The same concern extends beyond the first interaction. The report found that 96% now expect clear explanations of onboarding requirements and of security-related delays. In comparison, 92% said that vague requests, unexplained delays, or a lack of context during periodic customer reviews would reduce their trust.

Only 7% of those surveyed were neutral on that point, and none disagreed. The figures suggest many customers now see communication around compliance procedures as part of the service itself, rather than a separate regulatory process.

Rising penalties

The survey comes amid increased enforcement activity. ThetaRay cited publicly available data showing that regulators worldwide imposed penalties totalling USD $3.8 billion in 2025.

That environment appears to be shaping consumer expectations. The report found that 83% of respondents would actively consider switching providers if their bank or fintech company were fined heavily for financial crime violations.

ThetaRay argues that older rule-based monitoring systems are struggling to balance crime detection with customer convenience.

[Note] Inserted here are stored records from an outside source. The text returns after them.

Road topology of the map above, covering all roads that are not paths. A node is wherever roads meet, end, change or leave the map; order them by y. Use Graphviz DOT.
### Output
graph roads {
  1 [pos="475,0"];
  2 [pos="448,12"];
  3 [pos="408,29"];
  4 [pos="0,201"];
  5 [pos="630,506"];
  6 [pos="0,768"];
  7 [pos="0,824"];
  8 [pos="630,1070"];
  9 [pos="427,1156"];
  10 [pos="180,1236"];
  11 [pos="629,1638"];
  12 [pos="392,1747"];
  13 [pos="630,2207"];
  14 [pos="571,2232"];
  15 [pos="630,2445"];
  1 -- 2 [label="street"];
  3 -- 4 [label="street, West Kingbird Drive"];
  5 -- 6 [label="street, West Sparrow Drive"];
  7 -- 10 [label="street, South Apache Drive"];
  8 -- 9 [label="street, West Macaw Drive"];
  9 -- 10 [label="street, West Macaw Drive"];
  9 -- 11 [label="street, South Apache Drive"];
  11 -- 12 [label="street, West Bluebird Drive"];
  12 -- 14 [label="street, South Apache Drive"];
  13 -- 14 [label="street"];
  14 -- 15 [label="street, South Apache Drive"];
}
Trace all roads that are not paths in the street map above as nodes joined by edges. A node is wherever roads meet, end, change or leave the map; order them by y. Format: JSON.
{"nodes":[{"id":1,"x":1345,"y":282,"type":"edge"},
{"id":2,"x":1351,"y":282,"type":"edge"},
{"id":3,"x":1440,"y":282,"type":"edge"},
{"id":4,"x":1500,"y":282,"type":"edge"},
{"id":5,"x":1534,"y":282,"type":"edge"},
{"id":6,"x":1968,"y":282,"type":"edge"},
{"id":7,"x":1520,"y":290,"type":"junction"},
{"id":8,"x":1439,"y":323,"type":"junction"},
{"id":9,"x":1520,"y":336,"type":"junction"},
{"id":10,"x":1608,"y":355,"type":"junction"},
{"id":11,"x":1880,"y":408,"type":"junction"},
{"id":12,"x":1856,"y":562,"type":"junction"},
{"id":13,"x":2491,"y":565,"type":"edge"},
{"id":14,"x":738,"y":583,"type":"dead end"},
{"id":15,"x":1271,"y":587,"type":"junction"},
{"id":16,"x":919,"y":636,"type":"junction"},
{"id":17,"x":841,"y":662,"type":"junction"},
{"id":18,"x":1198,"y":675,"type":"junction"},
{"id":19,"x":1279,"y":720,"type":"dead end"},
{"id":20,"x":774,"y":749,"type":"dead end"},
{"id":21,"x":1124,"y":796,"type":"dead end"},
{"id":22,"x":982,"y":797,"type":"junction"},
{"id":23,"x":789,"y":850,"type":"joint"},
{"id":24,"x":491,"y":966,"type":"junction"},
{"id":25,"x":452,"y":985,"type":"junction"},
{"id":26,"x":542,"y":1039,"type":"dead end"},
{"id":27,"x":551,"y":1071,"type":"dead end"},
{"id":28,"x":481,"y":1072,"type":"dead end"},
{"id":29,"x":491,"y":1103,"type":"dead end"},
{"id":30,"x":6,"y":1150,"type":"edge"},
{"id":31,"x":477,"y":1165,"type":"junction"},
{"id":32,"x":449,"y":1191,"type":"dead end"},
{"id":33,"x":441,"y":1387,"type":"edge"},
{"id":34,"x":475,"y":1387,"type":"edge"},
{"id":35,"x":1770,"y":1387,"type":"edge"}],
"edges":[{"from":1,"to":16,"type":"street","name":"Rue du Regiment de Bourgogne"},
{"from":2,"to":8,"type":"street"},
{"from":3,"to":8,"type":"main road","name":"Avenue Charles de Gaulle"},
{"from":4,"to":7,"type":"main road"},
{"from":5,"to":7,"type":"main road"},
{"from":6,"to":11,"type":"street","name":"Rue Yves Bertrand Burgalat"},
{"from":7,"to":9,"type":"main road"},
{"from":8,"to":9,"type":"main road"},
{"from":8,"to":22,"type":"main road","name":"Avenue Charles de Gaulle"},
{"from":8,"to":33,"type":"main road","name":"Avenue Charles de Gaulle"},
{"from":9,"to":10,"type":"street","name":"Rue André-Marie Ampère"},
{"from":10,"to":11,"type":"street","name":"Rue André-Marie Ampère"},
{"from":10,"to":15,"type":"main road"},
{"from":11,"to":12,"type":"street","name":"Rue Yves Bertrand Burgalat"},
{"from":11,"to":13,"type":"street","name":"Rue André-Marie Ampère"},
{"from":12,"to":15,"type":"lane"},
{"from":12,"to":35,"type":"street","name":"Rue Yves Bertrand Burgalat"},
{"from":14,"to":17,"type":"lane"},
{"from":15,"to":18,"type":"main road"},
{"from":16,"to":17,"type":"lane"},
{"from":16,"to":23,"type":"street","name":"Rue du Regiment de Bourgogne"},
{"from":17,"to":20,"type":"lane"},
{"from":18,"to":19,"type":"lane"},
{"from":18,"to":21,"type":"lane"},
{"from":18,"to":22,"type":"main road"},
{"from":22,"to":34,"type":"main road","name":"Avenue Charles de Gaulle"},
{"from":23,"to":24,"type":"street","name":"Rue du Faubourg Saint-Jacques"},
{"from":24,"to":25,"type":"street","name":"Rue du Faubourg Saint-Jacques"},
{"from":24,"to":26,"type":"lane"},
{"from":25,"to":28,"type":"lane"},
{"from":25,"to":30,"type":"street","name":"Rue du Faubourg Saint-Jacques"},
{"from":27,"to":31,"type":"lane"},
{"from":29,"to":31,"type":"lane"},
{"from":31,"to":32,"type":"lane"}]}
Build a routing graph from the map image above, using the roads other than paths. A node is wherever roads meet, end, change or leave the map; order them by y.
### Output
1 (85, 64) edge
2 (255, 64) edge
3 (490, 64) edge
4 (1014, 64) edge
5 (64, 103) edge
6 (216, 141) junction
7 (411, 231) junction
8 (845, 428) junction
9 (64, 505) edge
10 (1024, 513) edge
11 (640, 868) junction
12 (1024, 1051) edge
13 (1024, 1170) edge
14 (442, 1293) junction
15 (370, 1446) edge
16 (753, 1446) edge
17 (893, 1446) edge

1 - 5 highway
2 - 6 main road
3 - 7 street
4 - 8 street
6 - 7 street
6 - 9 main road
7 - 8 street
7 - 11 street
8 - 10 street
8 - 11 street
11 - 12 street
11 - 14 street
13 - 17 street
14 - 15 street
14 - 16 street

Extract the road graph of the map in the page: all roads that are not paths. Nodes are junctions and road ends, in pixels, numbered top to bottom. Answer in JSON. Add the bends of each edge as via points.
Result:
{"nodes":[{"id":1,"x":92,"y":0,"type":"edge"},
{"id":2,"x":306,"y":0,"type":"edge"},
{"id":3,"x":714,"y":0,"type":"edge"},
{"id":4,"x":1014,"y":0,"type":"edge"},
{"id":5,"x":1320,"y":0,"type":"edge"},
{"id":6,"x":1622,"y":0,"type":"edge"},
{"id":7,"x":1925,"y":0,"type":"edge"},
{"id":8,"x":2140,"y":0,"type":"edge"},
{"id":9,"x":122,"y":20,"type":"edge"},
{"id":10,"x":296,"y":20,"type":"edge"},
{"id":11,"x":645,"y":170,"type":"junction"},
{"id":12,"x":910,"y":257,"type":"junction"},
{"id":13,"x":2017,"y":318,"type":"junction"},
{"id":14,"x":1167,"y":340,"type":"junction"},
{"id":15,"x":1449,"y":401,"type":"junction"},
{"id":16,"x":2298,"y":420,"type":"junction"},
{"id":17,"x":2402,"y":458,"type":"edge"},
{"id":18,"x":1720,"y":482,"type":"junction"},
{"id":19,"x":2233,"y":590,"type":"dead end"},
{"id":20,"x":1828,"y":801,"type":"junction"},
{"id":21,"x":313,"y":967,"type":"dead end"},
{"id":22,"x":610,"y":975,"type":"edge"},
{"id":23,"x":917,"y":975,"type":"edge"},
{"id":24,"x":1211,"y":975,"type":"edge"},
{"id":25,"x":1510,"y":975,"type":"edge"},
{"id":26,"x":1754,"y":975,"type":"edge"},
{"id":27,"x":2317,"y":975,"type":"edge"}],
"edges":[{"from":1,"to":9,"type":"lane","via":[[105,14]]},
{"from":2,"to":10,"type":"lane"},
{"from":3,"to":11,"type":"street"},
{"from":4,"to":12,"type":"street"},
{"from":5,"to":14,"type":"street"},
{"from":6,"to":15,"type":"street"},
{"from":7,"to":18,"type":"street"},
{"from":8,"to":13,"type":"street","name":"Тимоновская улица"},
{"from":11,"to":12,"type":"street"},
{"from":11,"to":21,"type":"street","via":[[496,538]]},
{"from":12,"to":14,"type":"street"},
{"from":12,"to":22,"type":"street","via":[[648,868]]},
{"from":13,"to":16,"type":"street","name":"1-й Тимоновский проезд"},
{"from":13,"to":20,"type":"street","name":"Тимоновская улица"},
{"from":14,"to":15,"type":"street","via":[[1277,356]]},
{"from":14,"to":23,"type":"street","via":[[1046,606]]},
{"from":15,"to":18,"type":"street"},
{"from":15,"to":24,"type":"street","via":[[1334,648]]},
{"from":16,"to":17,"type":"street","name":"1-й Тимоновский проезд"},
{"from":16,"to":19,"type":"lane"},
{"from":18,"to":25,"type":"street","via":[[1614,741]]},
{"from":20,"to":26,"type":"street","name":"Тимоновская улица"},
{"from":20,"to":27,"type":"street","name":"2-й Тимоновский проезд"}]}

Banks have long faced criticism for generating a high volume of false positives, which can lead to blocked payments, additional document requests, and account reviews that customers may find difficult to understand.

Brad Levy, Chief Executive Officer at ThetaRay, said the findings show how directly compliance now affects customer retention. "Compliance has moved from back office to front-line engine for customer retention," he said.

He added that customer mobility has raised the commercial stakes for banks. "Switching banks is no longer a major barrier for consumers, and they expect trust, convenience and strong AML practices from their financial institutions," Levy said.

Garima Chaudhary, Vice President, Financial Crime & Compliance AI at ThetaRay, said traditional systems are contributing to the strain.

"The data proves that legacy, rule-based systems are creating a double-edged risk: they are both too wide a net for modern criminals and too rigid for the modern consumer," she said.

She said financial firms need a different approach to avoid reputational and customer losses. "For leaders, AI native infrastructure is now the only way to protect brand equity and prevent mass deposit flight," Chaudhary said.

The research was conducted by Centiment on behalf of ThetaRay and was designed to be representative of the UK population across age groups. The findings underscore how far financial crime controls, once viewed mainly as an internal risk and regulatory concern, have become a visible part of the customer relationship.